I’ve been looking into the new GNSS Galileo satellites and I see the they make a big difference for GNSS in the near future for people all over the world.

Keep up the good work.

Larry


(David Braund) #12

Great work.
How exactly are you controlling the steering and acceleration?


(Kyler Laird) #13

Steering is controlled by a hydraulic valve and monitored by a hall-effect rotary position sensor. (It’s a GM ride height sensor - much more robust and much less expensive than the linear potentiometer I used for my first project.)

Acceleration is only controlled by the clutch for now. It uses a linear actuator with feedback and limit switches. (I ignore the feedback now.) Either the linear actuator or the pedal can activate the clutch. That helps a lot when things go wrong.

Eventually I want to control the transmission and throttle. My next project, however, is to raise/lower a trailing implement. Then I can use it to disk and drill.


(Eric ) #14

Very cool project!!!

I’m working on something very similar for use with a snow grooming machine. I started with a Reach feeding an Arduino Due and the Due ran the ECEF conversion and nav code. It was cheap and easy but creating a nice GUI proved a total pain. Right now I’m in the early stages of moving the nav code directly onto the Edison that is on the Reach. The GUi will interface with the Reach and the Reach will command the micro controller to drive the machine. For implement (Blade) control I’m having the nav code look forward on the path based on travel speed. The blade functions on a snowcat are not very fast so this way it knows where the blade should be when it actually gets there. The snow has melted here so I’m back to trials on a simple tracked rover in the local park but I may be back in a cat working on Mt Hood later this summer.


(Kyler Laird) #15

Tractobot01 is becoming useful.


By next weekend, I should have implement control added so I don’t have to sit in the cab.

Eric, I am very interested in your code. I was just about to sit down with a couple GPS logs and try to add some look-ahead code. I’m using nvector (Python) for my geographic calculations. My plan is to use the course over ground and speed over ground to extrapolate a position. I’ll test it against my logs to see if it’s reasonable.

I also have steer angle data logged so the next step would be to develop a kinematic model to predict future positions. I suspect that a Kalman filter is in my future.

Is the heading that you get from REACH robust? I have been appreciating the stable and accurate heading I get from dual GPS. I’m hesitant to think about reverting to a single GPS.


(Eric ) #16

I’m just getting started with python so thanks for the tip about nvector…looks like I have some reading to do.

Basically what I’m doing is using RTK to aid in building ski/snowboard freestyle venues like what you see in the Xgames. I’ve been doing this for going on 20yrs. Not much has changed in that time with only a tiny few guys using rtk. Currently its all by eye or feel other than a few grade markers placed by rtk in the early build stages. For the most part lots of tape measures, bubble/laser levels and a boat of experience for those you have been it as long.
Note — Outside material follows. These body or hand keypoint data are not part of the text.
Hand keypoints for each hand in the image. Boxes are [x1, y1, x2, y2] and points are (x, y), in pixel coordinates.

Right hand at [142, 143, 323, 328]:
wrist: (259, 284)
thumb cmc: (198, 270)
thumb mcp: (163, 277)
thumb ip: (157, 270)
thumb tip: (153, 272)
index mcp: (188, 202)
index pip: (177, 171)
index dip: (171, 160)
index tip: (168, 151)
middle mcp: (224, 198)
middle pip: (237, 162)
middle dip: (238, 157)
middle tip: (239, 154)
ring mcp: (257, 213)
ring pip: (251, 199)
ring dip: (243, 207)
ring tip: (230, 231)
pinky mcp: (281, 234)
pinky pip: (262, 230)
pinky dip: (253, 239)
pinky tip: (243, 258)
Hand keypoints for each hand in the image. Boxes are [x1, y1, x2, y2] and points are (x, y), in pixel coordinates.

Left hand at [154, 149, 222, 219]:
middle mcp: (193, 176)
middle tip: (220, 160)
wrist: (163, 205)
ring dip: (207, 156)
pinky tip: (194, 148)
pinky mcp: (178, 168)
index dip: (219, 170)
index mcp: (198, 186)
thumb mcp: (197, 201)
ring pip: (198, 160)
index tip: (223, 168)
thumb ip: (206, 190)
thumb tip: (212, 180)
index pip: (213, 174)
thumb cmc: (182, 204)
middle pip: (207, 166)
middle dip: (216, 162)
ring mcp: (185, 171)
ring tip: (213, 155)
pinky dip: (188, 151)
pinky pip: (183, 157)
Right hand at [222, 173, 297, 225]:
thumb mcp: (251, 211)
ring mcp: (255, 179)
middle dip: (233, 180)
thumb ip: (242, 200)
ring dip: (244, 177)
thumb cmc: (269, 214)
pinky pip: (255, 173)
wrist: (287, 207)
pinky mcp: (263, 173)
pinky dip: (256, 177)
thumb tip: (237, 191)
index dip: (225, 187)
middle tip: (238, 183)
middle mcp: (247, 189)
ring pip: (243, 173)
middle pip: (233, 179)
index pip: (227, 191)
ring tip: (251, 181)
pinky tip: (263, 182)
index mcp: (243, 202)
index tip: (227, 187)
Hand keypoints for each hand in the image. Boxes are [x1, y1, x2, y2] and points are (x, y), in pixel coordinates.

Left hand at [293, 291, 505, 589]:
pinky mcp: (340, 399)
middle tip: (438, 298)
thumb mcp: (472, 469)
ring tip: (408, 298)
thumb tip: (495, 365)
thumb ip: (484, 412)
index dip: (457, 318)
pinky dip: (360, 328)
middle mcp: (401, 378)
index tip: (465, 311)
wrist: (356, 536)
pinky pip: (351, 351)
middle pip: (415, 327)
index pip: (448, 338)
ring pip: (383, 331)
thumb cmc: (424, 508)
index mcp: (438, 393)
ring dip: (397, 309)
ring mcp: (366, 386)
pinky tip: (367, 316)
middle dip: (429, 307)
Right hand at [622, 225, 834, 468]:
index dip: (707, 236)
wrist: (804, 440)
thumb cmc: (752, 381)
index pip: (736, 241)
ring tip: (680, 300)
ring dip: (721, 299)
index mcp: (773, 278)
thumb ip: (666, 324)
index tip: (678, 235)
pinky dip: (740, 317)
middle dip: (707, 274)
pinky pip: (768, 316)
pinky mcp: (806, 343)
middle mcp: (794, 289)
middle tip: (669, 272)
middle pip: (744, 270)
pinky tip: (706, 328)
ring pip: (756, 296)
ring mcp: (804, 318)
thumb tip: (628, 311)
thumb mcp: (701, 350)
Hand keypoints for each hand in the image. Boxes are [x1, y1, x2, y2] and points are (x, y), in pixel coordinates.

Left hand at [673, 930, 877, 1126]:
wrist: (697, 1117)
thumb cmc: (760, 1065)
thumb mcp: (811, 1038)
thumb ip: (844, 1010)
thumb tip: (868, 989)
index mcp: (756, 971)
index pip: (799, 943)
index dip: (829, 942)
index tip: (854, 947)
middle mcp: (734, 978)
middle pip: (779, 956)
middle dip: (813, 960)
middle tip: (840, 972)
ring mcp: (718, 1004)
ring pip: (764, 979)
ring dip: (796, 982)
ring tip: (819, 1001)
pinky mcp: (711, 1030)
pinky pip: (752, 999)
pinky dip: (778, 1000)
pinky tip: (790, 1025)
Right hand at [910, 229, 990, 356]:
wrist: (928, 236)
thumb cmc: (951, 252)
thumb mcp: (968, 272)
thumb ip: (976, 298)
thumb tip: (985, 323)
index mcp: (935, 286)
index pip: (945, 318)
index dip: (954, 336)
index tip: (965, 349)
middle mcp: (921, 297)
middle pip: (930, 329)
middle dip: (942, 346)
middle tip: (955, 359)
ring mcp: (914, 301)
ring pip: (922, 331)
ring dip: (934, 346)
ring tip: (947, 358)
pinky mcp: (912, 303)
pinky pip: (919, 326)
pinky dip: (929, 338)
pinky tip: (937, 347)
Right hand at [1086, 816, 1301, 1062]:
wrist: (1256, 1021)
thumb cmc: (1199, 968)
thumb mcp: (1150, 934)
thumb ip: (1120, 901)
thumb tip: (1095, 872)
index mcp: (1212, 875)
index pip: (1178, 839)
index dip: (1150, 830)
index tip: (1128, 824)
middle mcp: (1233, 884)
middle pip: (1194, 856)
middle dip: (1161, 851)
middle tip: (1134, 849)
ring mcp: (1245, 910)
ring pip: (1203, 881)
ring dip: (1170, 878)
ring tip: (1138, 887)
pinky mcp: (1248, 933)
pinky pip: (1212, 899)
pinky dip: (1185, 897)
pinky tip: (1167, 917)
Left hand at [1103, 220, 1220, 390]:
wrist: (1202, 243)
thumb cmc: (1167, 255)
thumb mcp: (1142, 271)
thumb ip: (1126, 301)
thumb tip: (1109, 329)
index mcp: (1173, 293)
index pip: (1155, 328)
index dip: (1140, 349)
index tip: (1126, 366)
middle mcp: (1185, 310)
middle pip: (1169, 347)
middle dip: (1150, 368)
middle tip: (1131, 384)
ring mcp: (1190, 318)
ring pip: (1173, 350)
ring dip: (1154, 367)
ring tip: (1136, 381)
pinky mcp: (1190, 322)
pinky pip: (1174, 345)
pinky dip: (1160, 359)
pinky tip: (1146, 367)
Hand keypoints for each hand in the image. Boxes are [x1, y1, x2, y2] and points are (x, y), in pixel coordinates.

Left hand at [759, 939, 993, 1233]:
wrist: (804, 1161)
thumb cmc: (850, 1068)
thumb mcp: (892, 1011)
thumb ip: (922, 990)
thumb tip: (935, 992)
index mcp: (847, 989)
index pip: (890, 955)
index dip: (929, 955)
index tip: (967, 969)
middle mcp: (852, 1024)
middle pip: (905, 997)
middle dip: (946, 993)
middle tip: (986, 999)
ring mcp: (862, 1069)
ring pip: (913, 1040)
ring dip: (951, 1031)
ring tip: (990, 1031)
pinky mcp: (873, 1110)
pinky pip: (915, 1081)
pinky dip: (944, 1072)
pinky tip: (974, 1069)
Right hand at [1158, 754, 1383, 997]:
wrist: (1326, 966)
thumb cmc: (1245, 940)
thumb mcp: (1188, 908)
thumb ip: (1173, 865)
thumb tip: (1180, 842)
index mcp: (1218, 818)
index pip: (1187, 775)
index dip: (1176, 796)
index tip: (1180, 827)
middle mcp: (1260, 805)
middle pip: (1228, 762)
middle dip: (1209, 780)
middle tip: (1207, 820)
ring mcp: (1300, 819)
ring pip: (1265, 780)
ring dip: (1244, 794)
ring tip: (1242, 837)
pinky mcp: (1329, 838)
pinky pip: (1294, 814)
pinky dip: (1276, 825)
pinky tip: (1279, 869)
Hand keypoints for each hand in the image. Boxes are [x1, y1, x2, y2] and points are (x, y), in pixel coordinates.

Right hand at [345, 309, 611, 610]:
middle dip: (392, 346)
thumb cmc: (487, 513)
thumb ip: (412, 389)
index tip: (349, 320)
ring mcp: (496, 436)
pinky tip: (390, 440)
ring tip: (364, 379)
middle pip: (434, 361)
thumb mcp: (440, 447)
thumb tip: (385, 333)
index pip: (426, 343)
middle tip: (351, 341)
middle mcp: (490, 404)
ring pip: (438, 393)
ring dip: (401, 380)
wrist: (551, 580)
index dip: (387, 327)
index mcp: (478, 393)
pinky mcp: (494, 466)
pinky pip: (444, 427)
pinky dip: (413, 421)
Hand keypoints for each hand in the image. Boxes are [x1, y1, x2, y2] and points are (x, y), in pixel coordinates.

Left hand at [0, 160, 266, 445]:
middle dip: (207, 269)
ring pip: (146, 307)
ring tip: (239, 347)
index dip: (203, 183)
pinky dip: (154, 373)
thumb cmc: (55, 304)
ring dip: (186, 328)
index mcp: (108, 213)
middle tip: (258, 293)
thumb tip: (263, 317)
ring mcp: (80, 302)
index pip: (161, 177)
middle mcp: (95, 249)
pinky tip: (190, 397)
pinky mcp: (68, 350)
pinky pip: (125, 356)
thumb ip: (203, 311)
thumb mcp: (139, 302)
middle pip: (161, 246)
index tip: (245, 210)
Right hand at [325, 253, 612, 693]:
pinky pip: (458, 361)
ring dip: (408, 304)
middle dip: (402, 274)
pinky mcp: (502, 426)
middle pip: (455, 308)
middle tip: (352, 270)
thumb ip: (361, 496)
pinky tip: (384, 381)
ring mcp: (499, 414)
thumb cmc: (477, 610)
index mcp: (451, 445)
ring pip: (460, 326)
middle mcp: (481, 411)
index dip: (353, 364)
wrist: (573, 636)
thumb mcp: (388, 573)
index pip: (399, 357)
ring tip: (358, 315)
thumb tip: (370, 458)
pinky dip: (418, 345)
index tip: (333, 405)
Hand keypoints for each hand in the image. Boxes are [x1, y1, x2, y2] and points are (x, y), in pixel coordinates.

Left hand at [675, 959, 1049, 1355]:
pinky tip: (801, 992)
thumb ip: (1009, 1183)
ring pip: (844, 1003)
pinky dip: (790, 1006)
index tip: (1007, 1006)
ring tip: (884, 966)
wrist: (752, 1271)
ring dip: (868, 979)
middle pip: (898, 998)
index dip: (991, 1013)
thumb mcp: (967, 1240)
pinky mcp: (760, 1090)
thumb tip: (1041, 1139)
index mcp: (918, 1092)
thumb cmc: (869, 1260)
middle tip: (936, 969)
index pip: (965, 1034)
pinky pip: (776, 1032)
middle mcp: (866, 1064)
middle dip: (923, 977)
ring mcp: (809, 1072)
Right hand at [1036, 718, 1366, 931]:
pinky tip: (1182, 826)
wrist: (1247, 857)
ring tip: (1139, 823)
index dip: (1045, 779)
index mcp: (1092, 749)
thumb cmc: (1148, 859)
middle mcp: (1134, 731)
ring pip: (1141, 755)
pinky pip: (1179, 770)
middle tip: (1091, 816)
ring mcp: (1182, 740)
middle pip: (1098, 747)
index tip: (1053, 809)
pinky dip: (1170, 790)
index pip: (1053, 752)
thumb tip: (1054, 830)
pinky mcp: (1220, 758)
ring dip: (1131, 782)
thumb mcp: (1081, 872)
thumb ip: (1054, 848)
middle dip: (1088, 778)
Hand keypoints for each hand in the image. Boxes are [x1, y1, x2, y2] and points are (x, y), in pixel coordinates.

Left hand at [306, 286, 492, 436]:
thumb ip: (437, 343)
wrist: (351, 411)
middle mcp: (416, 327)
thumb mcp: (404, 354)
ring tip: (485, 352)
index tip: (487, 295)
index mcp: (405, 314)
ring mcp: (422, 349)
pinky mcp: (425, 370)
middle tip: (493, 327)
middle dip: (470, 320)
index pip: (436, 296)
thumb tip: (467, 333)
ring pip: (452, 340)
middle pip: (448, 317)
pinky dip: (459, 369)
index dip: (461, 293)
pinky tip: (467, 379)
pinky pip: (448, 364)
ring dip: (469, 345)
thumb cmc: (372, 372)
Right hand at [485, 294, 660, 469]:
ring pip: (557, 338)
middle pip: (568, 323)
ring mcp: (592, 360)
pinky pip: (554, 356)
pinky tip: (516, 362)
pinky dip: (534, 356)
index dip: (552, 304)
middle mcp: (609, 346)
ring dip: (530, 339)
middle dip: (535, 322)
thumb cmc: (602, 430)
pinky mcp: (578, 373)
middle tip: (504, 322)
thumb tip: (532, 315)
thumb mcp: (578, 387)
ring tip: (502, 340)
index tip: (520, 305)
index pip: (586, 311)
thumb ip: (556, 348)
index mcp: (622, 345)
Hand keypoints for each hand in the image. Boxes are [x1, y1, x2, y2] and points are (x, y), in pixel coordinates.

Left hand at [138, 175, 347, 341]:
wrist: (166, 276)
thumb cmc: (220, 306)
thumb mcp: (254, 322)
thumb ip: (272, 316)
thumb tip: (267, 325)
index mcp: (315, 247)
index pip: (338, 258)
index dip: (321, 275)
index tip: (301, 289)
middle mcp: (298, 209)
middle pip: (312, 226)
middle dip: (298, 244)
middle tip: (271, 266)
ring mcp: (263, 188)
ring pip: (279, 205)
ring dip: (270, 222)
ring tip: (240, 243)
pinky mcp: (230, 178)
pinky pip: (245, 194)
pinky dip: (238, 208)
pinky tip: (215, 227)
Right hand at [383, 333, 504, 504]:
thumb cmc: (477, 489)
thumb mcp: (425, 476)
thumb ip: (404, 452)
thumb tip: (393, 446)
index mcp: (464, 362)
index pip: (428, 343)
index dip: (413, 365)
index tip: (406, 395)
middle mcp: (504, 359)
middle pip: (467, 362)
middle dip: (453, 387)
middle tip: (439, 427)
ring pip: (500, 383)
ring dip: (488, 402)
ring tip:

So far everything I have done is in arduino. For my application I’ve converted everything to earth centered xyz coords. My code is a work in progress aka…a mess so when I get it cleaned up I’ll share it.

By using ECEF I can draw shapes for the jumps and various snow slopes in an xyz system in the gui rather easily and then track the implement against those desired shapes and grades. It’s really simple plane and vector line math in the gui to show how far off the implement is to where it needs to be when pushing up these features . Sometimes they contain over a million cubic ft of snow and take 400+ machine hours so it’s worth it to get it right the first time. For example a super pipe is 600ft long, is two parallel walls snow 25ft wide, 25ft tall, each following an 18deg grade 65ft apart and they have to match to within 3in to be safe and function properly.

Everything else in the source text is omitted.